Increased tumour ADC value during chemotherapy predicts improved survival in unresectable pancreatic cancer

OBJECTIVES: To investigate whether changes to the apparent diffusion coefficient (ADC) of primary tumour in the early period after starting chemotherapy can predict progression-free survival (PFS) or overall survival (OS) in patients with unresectable pancreatic adenocarcinoma. METHODS: Subjects comprised 43 patients with histologically confirmed unresectable pancreatic cancer treated with first-line chemotherapy. Minimum ADC values in primary tumour were measured using the selected area ADC (sADC), which excluded cystic and necrotic areas and vessels, and the whole tumour ADC (wADC), which included whole tumour components.
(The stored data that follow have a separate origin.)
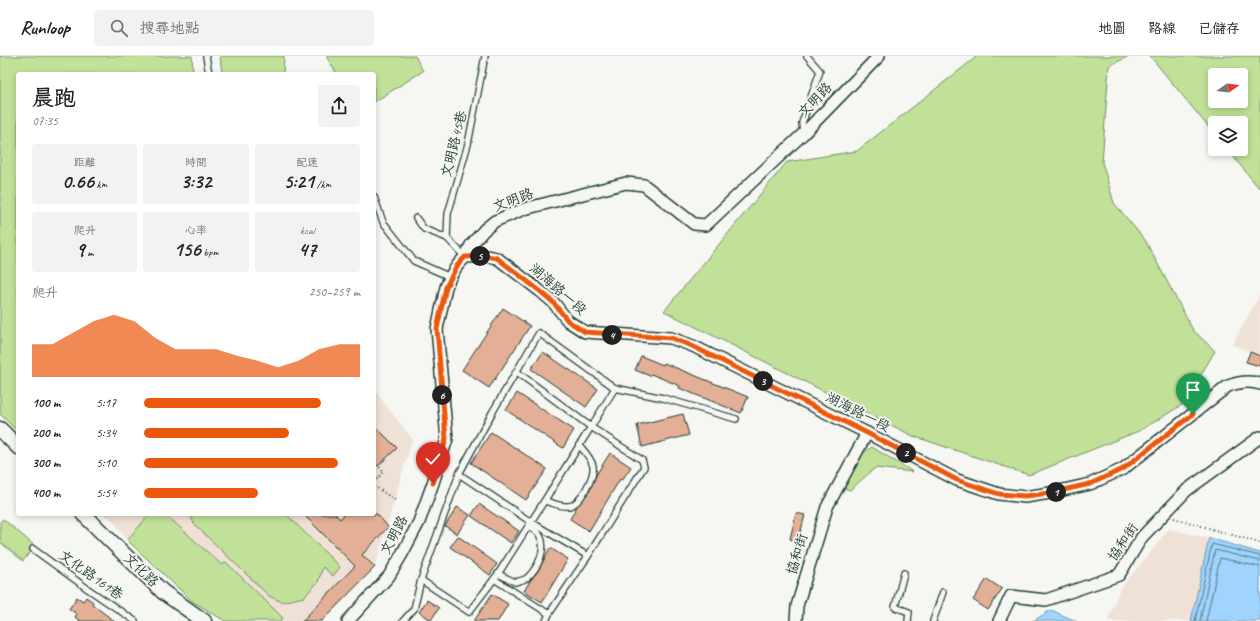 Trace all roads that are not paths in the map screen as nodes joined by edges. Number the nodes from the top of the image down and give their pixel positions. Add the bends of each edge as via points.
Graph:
1 (206, 56) edge
2 (485, 56) edge
3 (807, 56) edge
4 (879, 56) edge
5 (209, 72) edge
6 (803, 134) junction
7 (376, 203) edge
8 (416, 218) dead end
9 (447, 238) junction
10 (465, 257) junction
11 (450, 277) junction
12 (517, 372) junction
13 (1260, 384) edge
14 (615, 388) junction
15 (736, 419) dead end
16 (591, 427) junction
17 (0, 429) edge
18 (867, 433) junction
19 (1260, 437) edge
20 (16, 445) edge
21 (579, 445) junction
22 (459, 474) junction
23 (545, 500) junction
24 (85, 516) edge
25 (530, 524) junction
26 (34, 549) dead end
27 (588, 556) junction
28 (904, 573) dead end
29 (496, 577) junction
30 (422, 580) junction
31 (943, 592) dead end
32 (549, 614) junction
33 (135, 621) edge
34 (204, 621) edge
35 (348, 621) edge
36 (403, 621) edge
37 (546, 621) edge
38 (796, 621) edge
39 (908, 621) edge
40 (933, 621) edge
41 (999, 621) edge

1 - 5 lane
2 - 9 lane, 文明路45巷 via 468,144 448,214
3 - 6 lane via 820,71 802,123
4 - 6 street, 文明路
6 - 10 street, 文明路 via 706,225 694,224 644,185 626,183 509,214 484,230
7 - 11 lane via 383,222 414,261
8 - 9 lane via 424,229
9 - 10 lane
10 - 11 street, 文明路
10 - 18 street, 湖海路一段 via 497,258 553,302 568,321 585,332 671,338 685,343
11 - 35 street, 文明路 via 437,329 446,439 444,446 419,522 402,554 389,576
12 - 14 lane via 539,333
12 - 16 lane
12 - 22 lane
13 - 18 street, 湖海路一段 via 1237,382 1228,386 1123,469 1090,484 1050,493 1025,496 999,494 957,480
14 - 15 lane via 663,398
14 - 16 lane
16 - 21 lane
16 - 27 lane via 642,460 644,467
17 - 20 street
18 - 38 street, 協和街 via 827,507 798,606
19 - 41 street, 協和街 via 1187,490 1142,537 1119,575 1046,600 1011,596
21 - 23 lane
21 - 23 lane via 588,455 593,467 592,478 584,491 575,504 569,506
22 - 25 lane
22 - 30 lane
23 - 25 lane
24 - 34 street, 文化路 via 163,592
25 - 27 lane
25 - 29 lane
25 - 29 lane via 539,533 543,545 540,560 526,578 515,582
26 - 33 lane, 文化路161巷
27 - 32 lane
28 - 39 lane via 895,607 909,612
29 - 30 lane via 469,612
29 - 32 lane
30 - 36 lane via 414,609
31 - 40 lane
32 - 37 lane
Relative changes in ADC were calculated from baseline to 4 weeks after initiation of chemotherapy. Relationships between ADC and both PFS and OS were modelled by Cox proportional hazards regression. RESULTS: Median PFS and OS were 6.1 and 11.0 months, respectively. In multivariate analysis, sADC change was the strongest predictor of PFS (hazard ratio (HR), 4.5; 95 % confidence interval (CI), 1.7–11.9; p = 0.002). Multivariate Cox regression analysis for OS revealed sADC change and CRP as independent predictive markers, with sADC change as the strongest predictive biomarker (HR, 6.7; 95 % CI, 2.7–16.6; p = 0.001). CONCLUSION: Relative changes in sADC could provide a useful imaging biomarker to predict PFS and OS with chemotherapy for unresectable pancreatic adenocarcinoma. KEY POINTS: • Relative change in ADC value can predict survival in unresectable pancreatic cancer. • ADC change could determine a chemosensitivity of pancreatic cancer. • ADC values should be measured by excluding cystic, necrotic areas and vessels.